Given data.

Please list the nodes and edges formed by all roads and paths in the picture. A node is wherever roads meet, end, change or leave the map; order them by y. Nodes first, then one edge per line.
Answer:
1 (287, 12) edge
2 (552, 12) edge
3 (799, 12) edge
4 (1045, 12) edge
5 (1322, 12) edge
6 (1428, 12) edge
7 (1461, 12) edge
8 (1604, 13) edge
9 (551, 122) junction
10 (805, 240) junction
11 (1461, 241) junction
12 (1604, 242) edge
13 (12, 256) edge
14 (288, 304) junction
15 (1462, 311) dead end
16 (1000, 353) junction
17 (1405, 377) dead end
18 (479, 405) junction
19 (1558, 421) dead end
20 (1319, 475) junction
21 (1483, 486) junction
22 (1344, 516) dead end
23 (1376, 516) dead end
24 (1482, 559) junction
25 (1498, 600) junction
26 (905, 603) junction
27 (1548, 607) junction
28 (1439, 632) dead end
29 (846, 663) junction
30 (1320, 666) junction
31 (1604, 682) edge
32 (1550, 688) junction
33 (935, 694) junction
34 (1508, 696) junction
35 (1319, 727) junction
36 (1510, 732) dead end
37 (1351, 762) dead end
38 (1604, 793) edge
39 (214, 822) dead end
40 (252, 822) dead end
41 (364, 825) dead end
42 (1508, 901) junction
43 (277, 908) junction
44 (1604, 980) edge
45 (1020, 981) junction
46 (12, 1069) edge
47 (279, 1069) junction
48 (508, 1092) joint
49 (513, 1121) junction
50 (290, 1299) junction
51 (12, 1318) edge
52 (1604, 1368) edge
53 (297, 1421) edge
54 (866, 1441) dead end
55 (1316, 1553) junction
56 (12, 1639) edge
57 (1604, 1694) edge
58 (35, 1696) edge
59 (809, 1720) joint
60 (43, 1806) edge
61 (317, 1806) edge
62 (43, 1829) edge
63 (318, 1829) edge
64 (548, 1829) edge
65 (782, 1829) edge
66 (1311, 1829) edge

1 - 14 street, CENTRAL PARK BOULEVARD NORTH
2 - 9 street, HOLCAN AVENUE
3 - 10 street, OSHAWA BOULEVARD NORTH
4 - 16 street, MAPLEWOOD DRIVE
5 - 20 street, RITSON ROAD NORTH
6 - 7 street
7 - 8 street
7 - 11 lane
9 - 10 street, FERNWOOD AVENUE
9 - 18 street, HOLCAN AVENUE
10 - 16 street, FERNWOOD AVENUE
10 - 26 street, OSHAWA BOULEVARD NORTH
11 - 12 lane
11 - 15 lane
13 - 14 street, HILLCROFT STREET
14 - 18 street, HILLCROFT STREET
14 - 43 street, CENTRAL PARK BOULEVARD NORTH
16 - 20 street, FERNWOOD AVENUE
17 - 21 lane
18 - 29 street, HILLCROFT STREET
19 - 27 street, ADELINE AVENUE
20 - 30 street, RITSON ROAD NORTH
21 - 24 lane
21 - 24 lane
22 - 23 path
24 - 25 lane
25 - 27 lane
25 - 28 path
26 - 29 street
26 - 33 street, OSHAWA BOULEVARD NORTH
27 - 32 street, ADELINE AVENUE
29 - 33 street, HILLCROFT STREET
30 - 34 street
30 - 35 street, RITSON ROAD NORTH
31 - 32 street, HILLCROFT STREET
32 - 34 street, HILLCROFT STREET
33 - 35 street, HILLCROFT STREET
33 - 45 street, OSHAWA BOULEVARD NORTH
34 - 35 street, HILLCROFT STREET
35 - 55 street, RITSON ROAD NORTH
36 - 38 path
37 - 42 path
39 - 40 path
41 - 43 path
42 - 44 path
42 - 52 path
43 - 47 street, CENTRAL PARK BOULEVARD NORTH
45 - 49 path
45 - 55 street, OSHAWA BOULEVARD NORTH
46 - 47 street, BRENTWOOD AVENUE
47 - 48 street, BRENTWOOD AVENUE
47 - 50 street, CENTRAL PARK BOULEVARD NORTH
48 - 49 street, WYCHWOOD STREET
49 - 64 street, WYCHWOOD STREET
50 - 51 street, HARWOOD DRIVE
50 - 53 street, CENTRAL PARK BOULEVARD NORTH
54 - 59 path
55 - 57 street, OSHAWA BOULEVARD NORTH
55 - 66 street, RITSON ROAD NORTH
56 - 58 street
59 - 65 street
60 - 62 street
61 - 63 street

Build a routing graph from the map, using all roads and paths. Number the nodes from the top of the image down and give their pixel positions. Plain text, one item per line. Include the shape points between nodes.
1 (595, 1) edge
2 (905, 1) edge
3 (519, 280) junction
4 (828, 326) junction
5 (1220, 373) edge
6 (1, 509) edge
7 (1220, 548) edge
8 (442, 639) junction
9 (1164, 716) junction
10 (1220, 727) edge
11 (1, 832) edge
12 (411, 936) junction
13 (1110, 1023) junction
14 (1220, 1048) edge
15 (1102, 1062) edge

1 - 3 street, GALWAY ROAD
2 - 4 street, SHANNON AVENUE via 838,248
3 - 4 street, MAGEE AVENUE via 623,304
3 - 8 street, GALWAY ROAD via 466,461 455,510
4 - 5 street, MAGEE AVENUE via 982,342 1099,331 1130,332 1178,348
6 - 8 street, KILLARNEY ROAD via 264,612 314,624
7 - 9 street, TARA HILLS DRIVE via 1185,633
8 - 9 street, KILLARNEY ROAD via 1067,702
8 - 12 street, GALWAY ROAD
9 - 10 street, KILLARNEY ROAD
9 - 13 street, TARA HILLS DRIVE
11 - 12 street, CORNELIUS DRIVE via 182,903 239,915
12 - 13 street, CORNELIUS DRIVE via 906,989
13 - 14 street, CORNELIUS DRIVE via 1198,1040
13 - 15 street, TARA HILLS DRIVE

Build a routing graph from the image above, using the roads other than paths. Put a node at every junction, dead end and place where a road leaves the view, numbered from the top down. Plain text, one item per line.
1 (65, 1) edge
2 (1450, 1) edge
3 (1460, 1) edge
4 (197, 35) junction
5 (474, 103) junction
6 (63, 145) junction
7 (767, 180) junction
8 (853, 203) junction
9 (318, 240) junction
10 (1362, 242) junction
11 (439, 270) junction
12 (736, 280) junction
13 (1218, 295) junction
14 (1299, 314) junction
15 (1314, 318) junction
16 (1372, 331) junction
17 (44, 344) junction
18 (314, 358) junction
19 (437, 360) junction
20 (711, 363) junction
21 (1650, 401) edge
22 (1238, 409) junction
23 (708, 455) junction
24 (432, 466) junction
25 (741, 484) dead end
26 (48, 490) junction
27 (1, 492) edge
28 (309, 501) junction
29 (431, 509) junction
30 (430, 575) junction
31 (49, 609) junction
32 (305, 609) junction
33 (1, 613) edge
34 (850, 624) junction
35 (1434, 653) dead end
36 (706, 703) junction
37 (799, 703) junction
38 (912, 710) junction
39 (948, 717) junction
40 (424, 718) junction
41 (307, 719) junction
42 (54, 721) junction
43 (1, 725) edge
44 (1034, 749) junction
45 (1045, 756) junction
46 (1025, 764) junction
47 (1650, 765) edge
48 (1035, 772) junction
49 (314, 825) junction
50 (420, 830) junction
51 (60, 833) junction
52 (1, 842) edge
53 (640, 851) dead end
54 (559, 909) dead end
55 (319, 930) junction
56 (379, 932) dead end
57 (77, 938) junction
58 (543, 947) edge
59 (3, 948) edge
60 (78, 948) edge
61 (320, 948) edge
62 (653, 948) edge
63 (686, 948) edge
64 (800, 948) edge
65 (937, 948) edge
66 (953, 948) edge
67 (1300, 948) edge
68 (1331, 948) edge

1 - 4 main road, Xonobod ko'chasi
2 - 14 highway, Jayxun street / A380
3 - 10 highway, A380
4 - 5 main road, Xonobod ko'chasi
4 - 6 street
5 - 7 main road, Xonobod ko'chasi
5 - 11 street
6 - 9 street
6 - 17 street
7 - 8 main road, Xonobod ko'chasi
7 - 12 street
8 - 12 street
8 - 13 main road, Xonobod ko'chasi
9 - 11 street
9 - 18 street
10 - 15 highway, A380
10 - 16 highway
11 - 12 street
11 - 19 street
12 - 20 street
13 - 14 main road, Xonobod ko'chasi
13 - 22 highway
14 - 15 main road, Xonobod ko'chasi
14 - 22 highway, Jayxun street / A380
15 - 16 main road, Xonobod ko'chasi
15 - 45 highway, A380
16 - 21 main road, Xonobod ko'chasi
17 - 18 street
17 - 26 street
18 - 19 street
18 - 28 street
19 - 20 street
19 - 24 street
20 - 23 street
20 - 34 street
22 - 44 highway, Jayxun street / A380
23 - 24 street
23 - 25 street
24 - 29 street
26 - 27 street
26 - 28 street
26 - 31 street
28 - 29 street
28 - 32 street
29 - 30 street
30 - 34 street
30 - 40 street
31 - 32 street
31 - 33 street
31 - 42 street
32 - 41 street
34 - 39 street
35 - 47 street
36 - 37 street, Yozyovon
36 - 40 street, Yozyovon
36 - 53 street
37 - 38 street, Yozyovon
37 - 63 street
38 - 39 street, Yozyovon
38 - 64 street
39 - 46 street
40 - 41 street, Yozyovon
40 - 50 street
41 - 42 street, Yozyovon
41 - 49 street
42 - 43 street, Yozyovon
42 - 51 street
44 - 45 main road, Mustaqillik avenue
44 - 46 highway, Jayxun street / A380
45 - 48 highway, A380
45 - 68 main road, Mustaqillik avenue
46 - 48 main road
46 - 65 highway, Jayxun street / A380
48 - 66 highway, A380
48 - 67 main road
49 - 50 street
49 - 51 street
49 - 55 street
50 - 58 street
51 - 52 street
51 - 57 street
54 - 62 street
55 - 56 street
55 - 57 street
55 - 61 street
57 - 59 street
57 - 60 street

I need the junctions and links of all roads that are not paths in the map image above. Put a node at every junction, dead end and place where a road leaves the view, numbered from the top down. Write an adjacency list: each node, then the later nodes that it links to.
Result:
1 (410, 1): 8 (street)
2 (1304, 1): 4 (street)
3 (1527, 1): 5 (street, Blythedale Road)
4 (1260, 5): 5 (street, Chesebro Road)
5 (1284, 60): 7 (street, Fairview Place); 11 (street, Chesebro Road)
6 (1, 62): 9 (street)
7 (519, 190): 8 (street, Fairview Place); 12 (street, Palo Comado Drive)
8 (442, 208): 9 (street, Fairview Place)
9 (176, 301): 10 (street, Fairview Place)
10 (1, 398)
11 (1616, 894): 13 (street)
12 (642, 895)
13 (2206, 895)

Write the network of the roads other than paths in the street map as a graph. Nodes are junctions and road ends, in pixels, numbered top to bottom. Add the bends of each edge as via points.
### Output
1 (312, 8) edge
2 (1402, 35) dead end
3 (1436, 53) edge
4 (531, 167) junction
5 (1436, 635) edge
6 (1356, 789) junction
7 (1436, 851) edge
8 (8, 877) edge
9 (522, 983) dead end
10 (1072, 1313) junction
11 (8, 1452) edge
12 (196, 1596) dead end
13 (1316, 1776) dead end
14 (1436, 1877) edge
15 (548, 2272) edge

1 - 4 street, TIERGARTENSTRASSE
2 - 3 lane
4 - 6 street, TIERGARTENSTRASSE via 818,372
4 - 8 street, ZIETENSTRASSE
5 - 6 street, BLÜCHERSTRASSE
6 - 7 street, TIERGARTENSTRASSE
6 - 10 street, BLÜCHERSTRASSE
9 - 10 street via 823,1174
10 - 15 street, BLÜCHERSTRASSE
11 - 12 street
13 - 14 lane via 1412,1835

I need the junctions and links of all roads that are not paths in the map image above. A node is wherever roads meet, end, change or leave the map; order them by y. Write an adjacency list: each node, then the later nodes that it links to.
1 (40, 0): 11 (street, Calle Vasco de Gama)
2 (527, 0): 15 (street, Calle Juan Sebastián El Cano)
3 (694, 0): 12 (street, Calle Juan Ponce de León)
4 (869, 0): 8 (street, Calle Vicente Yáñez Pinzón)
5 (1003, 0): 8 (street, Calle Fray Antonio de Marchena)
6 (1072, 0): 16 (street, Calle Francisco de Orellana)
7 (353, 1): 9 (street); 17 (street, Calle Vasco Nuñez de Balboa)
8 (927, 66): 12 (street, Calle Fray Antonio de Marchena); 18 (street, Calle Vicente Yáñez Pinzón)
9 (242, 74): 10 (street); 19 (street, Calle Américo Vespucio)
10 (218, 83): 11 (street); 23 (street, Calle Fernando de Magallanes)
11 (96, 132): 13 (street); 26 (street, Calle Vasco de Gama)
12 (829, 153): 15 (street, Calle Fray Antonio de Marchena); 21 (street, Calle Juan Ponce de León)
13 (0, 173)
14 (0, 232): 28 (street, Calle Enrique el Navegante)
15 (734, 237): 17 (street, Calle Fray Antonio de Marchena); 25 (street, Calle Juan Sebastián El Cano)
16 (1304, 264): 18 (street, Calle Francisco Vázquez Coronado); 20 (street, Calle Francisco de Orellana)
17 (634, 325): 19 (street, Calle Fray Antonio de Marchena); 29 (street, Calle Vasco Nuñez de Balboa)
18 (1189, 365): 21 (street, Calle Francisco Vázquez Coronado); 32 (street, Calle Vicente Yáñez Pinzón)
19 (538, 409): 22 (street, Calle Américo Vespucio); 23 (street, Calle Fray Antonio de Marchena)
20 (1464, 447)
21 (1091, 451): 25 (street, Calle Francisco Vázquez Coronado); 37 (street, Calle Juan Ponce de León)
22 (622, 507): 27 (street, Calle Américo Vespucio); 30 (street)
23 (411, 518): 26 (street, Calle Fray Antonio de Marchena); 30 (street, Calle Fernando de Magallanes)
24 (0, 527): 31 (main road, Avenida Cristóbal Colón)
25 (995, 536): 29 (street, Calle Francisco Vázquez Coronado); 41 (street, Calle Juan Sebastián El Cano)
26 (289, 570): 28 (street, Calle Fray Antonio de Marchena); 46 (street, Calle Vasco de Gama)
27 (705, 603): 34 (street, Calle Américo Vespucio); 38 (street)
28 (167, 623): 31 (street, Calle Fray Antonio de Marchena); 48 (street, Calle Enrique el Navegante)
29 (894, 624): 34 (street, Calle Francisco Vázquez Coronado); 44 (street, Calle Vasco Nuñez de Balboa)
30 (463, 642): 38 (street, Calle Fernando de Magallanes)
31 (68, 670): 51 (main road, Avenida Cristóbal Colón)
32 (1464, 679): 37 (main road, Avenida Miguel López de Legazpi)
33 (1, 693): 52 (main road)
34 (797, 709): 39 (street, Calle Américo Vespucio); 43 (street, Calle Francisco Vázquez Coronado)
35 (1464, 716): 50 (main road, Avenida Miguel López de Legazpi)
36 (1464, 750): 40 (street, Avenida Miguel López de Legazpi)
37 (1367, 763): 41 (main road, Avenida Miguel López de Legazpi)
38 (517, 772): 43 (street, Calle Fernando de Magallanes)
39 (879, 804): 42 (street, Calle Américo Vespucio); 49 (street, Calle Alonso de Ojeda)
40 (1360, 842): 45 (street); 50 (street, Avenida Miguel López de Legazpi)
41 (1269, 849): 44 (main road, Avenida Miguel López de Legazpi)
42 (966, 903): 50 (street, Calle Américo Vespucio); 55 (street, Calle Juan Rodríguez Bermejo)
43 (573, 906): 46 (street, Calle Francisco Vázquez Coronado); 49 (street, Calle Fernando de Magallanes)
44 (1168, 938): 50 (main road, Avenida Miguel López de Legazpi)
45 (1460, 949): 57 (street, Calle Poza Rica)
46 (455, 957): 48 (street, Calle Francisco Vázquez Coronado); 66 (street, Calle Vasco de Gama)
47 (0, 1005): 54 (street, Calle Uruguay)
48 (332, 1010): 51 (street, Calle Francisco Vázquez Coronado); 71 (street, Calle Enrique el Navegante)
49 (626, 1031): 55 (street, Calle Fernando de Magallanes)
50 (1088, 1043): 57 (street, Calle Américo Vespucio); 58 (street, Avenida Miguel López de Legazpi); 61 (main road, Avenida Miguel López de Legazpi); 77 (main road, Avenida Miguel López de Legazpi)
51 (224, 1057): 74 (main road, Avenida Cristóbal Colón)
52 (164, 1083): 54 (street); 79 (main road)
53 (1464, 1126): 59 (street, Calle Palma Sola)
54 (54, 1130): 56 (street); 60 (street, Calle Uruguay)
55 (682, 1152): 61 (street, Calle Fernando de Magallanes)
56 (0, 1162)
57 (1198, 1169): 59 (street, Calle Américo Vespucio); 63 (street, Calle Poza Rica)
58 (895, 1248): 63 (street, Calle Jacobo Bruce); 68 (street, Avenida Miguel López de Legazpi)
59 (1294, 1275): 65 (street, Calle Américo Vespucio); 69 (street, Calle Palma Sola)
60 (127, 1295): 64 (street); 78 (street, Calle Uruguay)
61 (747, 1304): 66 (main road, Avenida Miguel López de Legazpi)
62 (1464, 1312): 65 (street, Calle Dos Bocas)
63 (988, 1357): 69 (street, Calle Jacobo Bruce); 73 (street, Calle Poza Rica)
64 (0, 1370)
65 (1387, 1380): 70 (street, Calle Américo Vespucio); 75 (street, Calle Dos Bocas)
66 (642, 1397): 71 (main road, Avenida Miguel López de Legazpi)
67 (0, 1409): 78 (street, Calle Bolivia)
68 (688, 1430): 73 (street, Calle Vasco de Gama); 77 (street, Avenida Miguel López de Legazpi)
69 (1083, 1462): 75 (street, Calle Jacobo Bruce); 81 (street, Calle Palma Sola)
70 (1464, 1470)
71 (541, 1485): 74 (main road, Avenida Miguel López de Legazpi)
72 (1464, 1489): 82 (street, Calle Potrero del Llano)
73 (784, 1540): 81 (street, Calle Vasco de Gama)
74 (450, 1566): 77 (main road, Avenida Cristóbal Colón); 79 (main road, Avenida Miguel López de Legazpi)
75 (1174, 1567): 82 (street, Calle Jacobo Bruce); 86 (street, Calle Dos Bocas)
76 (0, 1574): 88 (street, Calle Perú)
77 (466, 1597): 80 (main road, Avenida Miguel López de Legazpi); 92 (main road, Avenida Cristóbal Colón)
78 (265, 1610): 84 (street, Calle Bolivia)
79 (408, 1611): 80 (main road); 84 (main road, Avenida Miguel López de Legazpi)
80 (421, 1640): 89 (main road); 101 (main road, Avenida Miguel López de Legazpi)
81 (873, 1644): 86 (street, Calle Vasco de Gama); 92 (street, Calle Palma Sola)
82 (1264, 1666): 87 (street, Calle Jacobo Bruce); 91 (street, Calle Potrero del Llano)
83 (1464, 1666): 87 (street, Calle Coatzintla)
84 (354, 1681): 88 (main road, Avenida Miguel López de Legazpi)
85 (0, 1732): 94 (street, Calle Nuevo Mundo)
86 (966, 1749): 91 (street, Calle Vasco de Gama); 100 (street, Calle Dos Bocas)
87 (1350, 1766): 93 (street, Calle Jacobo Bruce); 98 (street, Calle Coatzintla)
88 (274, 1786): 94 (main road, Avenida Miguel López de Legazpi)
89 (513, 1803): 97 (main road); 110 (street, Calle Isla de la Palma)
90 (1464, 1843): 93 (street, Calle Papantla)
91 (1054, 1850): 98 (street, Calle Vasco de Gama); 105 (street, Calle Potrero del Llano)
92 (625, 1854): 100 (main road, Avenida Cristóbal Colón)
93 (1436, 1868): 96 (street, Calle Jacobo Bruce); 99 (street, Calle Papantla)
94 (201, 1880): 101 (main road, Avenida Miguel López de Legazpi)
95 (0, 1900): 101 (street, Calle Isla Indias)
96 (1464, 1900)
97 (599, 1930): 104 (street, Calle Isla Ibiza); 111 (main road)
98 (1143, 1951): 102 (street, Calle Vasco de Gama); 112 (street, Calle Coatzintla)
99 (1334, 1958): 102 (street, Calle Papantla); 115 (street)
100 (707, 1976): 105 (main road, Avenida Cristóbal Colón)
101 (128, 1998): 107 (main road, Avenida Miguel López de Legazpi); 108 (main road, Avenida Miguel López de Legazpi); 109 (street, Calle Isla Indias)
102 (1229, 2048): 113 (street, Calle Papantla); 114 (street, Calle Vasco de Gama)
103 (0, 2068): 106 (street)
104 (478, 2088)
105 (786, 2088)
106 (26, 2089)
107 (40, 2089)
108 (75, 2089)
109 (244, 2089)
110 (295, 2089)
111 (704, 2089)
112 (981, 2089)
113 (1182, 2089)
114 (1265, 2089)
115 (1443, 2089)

Exercise aim.
Every line above that includes the string "GALWAY" needs to be copied.

Result.
1 - 3 street, GALWAY ROAD
3 - 8 street, GALWAY ROAD via 466,461 455,510
8 - 12 street, GALWAY ROAD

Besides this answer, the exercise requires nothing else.